O pedido do órgão visa a regularizar a execução do serviço em todas as rotas que se encontram atualmente suspensas, restabelecendo o acesso à educação em todo o Estado. A ação inclui rotas de 33 escolas dos municípios de Alto Alegre, Amajari, Boa Vista, Bonfim, Cantá, Caracaraí, Normandia e Pacaraima, listadas como os casos mais urgentes.
“A ACP é alicerçada em mais de 15 procedimentos que tramitam no MPF, cujo objeto de fiscalização é a precariedade do sistema de transporte escolar nas escolas da rede estadual de ensino. Este é um tema recorrente de representações nesta Procuradoria, bem como de notícias na imprensa local, principalmente em relação às escolas indígenas”, ressalta a procuradora da República, Manoela Lopes Lamenha, que assina o documento.
A ação atual foi ajuizada após diversas reuniões e trativas com os gestores da Secretaria Estadual de Educação e Desportos (SEED), numa tentativa de resolução, na esfera extrajudicial, da insuficiência do serviço de transporte escolar prestado pelo Governo do Estado.
A insegurança na prestação do serviço também foi ratificada pelo Tribunal de Contas do Estado de Roraima (TCE-RR), que ao analisar abertura de novo processo de contratação emergencial para prestação de serviços de transporte escolar no Estado – supostamente para abranger novas rotas –, adotou medida cautelar para anular a dispensa de licitação, realizar um novo processo licitatório e dar continuidade “a prestação do referido serviço, excepcionalmente, por meio das atuais empresas prestadoras até o início da vigência da contratação das empresas vencedoras do novo certame”, destaca trecho da medida.

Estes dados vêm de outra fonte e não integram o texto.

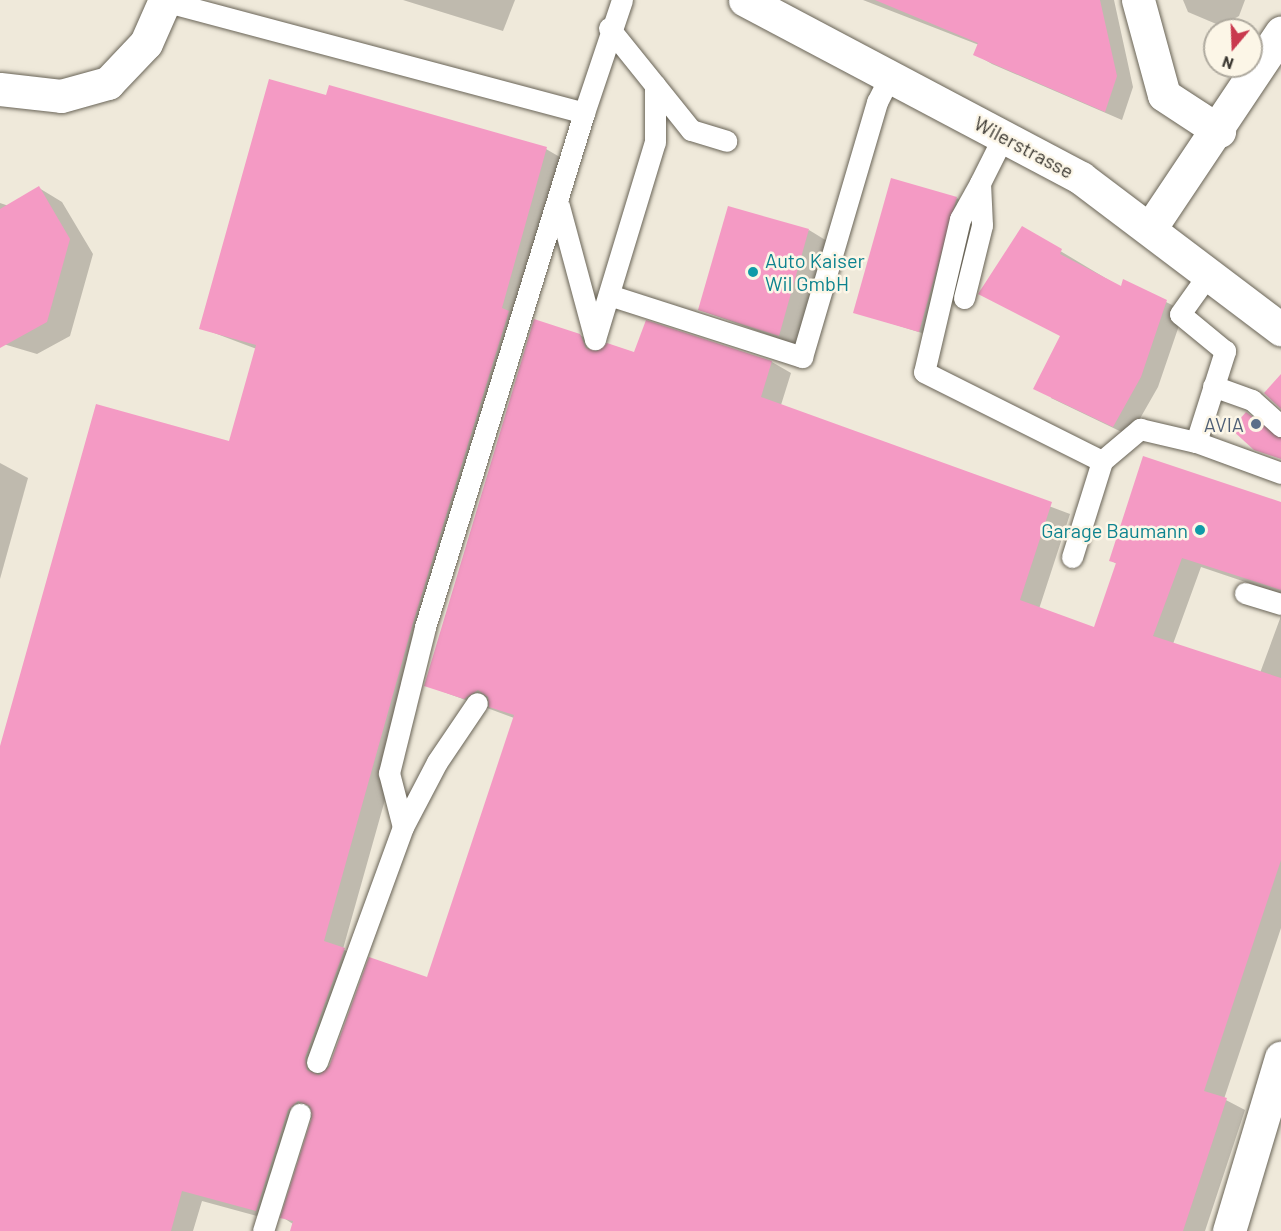 <!DOCTYPE html>
<html>
<head>
<meta charset="utf-8">
<style>
  body { margin:0 }
  #map { position:relative; width:1281px; height:1231px; overflow:hidden; background:#efe9da; font-family:Barlow,sans-serif }
  div>[style] { position:absolute }
  [style*='--x'] { left:calc(var(--x)*1px); top:calc(var(--y)*1px); width:calc(var(--w)*1px); rotate:calc(var(--a)*1deg) }
  .shadow>* { inset:0; background:#0003 }
  .building>* { inset:0; background:#f49ac4 }
  .roads { filter:drop-shadow(0 0 2px #696457) drop-shadow(0 0 2px #696457) }
  .service>* { height:21px; margin:-10.5px; padding:0 10.5px; transform-origin:10.5px; border-radius:10.5px; background:#fff }
  .minor>* { height:33px; margin:-16.5px; padding:0 16.5px; transform-origin:16.5px; border-radius:16.5px; background:#fff }
  .secondary>* { height:33px; margin:-16.5px; padding:0 16.5px; transform-origin:16.5px; border-radius:16.5px; background:#fff }
  .dots>* { width:16px; height:16px; translate:-50% -50%; box-sizing:border-box; border:3px solid #fcf6e7; border-radius:50% }
  span { translate:-50% -50%; white-space:nowrap; text-align:center; line-height:1.15; -webkit-text-stroke:5px #fcf6e7; paint-order:stroke }
  .street-label { font-size:20px; color:#3b3832 }
  .culture-label { font-size:20px; color:#0d838f }
  .left { translate:0 -50%; text-align:left }
  .right { translate:-100% -50%; text-align:right }
  .service-label { font-size:20px; color:#4e5e75 }
  .north { position:absolute; left:1203px; top:18px; width:60px; height:60px; box-sizing:border-box; background:#fcf6e7; border:2px solid #afaa9f; border-radius:50%; rotate:199deg; font-size:16px; font-weight:700; line-height:24px; text-align:center; color:#3b3832 }
  .north::after { content:''; display:block; margin:auto; width:21px; height:27px; background:#c9394e; clip-path:polygon(50% 0,100% 100%,50% 72%,0 100%) }
</style>
</head>
<body>
<div id="map">
  <div class="shadow">
    <i style="clip-path:polygon(403px 0,515px 0,503px 31px)"></i>
    <i style="clip-path:polygon(863px 0,1114px 0,1133px 87px,1122px 120px,992px 64px,975px 54px,979px 45px)"></i>
    <i style="clip-path:polygon(1183px 0,1245px 0,1239px 16px,1221px 26px,1188px 12px)"></i>
    <i style="clip-path:polygon(327px 97px,546px 149px,565px 160px,343px 949px,363px 961px,323px 1071px,428px 979px,514px 718px,425px 685px,580px 335px,601px 348px,634px 354px,772px 362px,791px 373px,781px 405px,1070px 514px,1039px 609px,1095px 629px,1117px 564px,1110px 560px,1281px 503px,1281px 594px,1201px 567px,1173px 644px,1260px 673px,1281px 616px,1281px 928px,1224px 1099px,1245px 1110px,1205px 1231px,291px 1231px,293px 1224px,282px 1217px,314px 1117px,307px 1121px,275px 1221px,202px 1201px,193px 1231px,0 1231px,0 752px,230px 443px,257px 349px,201px 328px)"></i>
    <i style="clip-path:polygon(39px 188px,62px 202px,93px 254px,70px 336px,37px 354px,0 343px,0 203px,9px 206px)"></i>
    <i style="clip-path:polygon(957px 198px,962px 202px,925px 334px,855px 312px)"></i>
    <i style="clip-path:polygon(1022px 228px,1122px 288px,1124px 281px,1184px 311px,1158px 387px,1130px 436px,1051px 398px,1062px 336px)"></i>
    <i style="clip-path:polygon(809px 230px,827px 241px,798px 346px,700px 310px)"></i>
    <i style="clip-path:polygon(0 463px,28px 478px,0 579px)"></i>
  </div>
  <div class="building">
    <i style="clip-path:polygon(875px 0,1100px 0,1117px 76px,1105px 112px,973px 55px,978px 43px)"></i>
    <i style="clip-path:polygon(269px 79px,326px 95px,329px 85px,547px 147px,502px 308px,509px 311px,413px 623px,324px 941px,345px 948px,305px 1058px,307px 1070px,319px 1075px,329px 1067px,369px 957px,427px 977px,514px 715px,489px 707px,488px 697px,478px 690px,464px 699px,424px 686px,534px 319px,580px 334px,586px 348px,597px 351px,607px 343px,634px 352px,646px 320px,772px 361px,761px 397px,1052px 502px,1020px 600px,1094px 627px,1116px 563px,1109px 561px,1143px 456px,1281px 502px,1281px 590px,1182px 558px,1153px 636px,1281px 678px,1281px 860px,1204px 1091px,1227px 1098px,1183px 1231px,290px 1231px,293px 1221px,280px 1218px,312px 1117px,310px 1106px,298px 1101px,288px 1110px,256px 1211px,182px 1191px,171px 1231px,0 1231px,0 746px,96px 404px,229px 441px,256px 345px,199px 329px)"></i>
    <i style="clip-path:polygon(891px 178px,957px 197px,919px 332px,853px 313px)"></i>
    <i style="clip-path:polygon(39px 186px,70px 239px,47px 322px,0 348px,0 209px)"></i>
    <i style="clip-path:polygon(728px 206px,809px 229px,779px 336px,698px 310px)"></i>
    <i style="clip-path:polygon(1022px 226px,1062px 249px,1060px 254px,1121px 286px,1123px 279px,1167px 300px,1141px 377px,1113px 427px,1033px 389px,1060px 336px,978px 294px)"></i>
    <i style="clip-path:polygon(1281px 374px,1281px 409px,1264px 393px)"></i>
    <i style="clip-path:polygon(1246px 412px,1281px 438px,1281px 459px,1254px 450px,1231px 429px)"></i>
  </div>
  <div class="roads">
    <div class="service">
      <i style="--x:164;--y:1;--w:435;--a:14.9"></i>
      <i style="--x:584;--y:113;--w:119;--a:-71.4"></i>
      <i style="--x:609;--y:28;--w:131;--a:51.2"></i>
      <i style="--x:691;--y:130;--w:37;--a:17"></i>
      <i style="--x:980;--y:183;--w:41;--a:119.1"></i>
      <i style="--x:960;--y:219;--w:157;--a:103.2"></i>
      <i style="--x:924;--y:372;--w:199;--a:26.6"></i>
      <i style="--x:1102;--y:461;--w:50;--a:-40.1"></i>
      <i style="--x:1140;--y:429;--w:57;--a:13.1"></i>
      <i style="--x:1196;--y:442;--w:96;--a:-72.3"></i>
      <i style="--x:1225;--y:351;--w:58;--a:-140.6"></i>
      <i style="--x:1180;--y:314;--w:52;--a:-54.5"></i>
      <i style="--x:559;--y:206;--w:138;--a:74.9"></i>
      <i style="--x:609;--y:295;--w:203;--a:17.8"></i>
      <i style="--x:802;--y:357;--w:266;--a:-73.6"></i>
      <i style="--x:877;--y:102;--w:28;--a:-63"></i>
      <i style="--x:964;--y:298;--w:75;--a:-76.1"></i>
      <i style="--x:982;--y:225;--w:42;--a:-92.7"></i>
      <i style="--x:980;--y:183;--w:54;--a:-63.4"></i>
      <i style="--x:595;--y:339;--w:206;--a:-73.1"></i>
      <i style="--x:655;--y:142;--w:57;--a:-90"></i>
      <i style="--x:1213;--y:386;--w:41;--a:19.7"></i>
      <i style="--x:1252;--y:400;--w:39;--a:42"></i>
      <i style="--x:1196;--y:442;--w:90;--a:20"></i>
      <i style="--x:1072;--y:557;--w:101;--a:-72.6"></i>
      <i style="--x:1245;--y:593;--w:38;--a:17"></i>
      <i style="--x:403;--y:827;--w:73;--a:-62.4"></i>
      <i style="--x:437;--y:762;--w:71;--a:-55.9"></i>
      <i style="--x:317;--y:1062;--w:250;--a:-69.9"></i>
      <i style="--x:403;--y:827;--w:56;--a:-104.5"></i>
      <i style="--x:389;--y:773;--w:150;--a:-76.1"></i>
      <i style="--x:425;--y:627;--w:538;--a:-72.81"></i>
      <i style="--x:263;--y:1231;--w:123;--a:-72.5"></i>
    </div>
    <div class="minor">
      <i style="--x:1138;--y:0;--w:98;--a:74.7"></i>
      <i style="--x:1164;--y:95;--w:66;--a:33.2"></i>
      <i style="--x:0;--y:89;--w:61;--a:6.5"></i>
      <i style="--x:61;--y:96;--w:49;--a:-15.5"></i>
      <i style="--x:108;--y:83;--w:55;--a:-46.5"></i>
      <i style="--x:146;--y:43;--w:47;--a:-66.2"></i>
      <i style="--x:1151;--y:227;--w:234;--a:-56.2"></i>
      <i style="--x:1229;--y:1231;--w:181;--a:-73.3"></i>
    </div>
    <div class="secondary">
      <i style="--x:745;--y:0;--w:380;--a:27.9"></i>
      <i style="--x:1081;--y:178;--w:251;--a:37.1"></i>
    </div>
  </div>
  <div class="dots">
    <i style="left:753px;top:272px;background:#0f9aa8"></i>
    <i style="left:1256px;top:424px;background:#5c6f8a"></i>
    <i style="left:1200px;top:530px;background:#0f9aa8"></i>
  </div>
  <div class="street-label">
    <span style="left:1024px;top:147px;rotate:28deg">Wilerstrasse</span>
  </div>
  <div class="culture-label">
    <span class="left" style="left:765px;top:272px">Auto Kaiser<br>Wil GmbH</span>
    <span class="right" style="left:1188px;top:530px">Garage Baumann</span>
  </div>
  <div class="service-label">
    <span class="right" style="left:1244px;top:424px">AVIA</span>
  </div>
  <div class="north">N</div>
</div>
</body>
</html>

De acordo com a investigação do MP Federal, a dispensa de licitação iria ser feita, mesmo após a emissão de aditivos de contratos de transporte escolar, com diversas empresas. “Tais termos haviam sido assinados em janeiro deste ano, com prazo de vigência de 200 dias. Ou seja, tais contratos, em tese, estariam em vigor. Entretanto, não há notícias sobre a efetiva regularização dos serviços de transporte escolar em Roraima, nem sinalização de que isso ocorrerá sem determinação judicial”, explica a procuradora Manoela Lamenha.
Na ação o MPF/RR pediu a condenação do Estado a restabelecer os serviços de transporte, sob pena de multa diária no valor de R$ 20 mil. Requereu ainda a apresentação de plano de ações para regularizar o sistema de transporte estadual, com ações para evitar eventuais paralisações, sob pena de multa diária de R$ 20 mil, no caso de paralisação de novas rotas.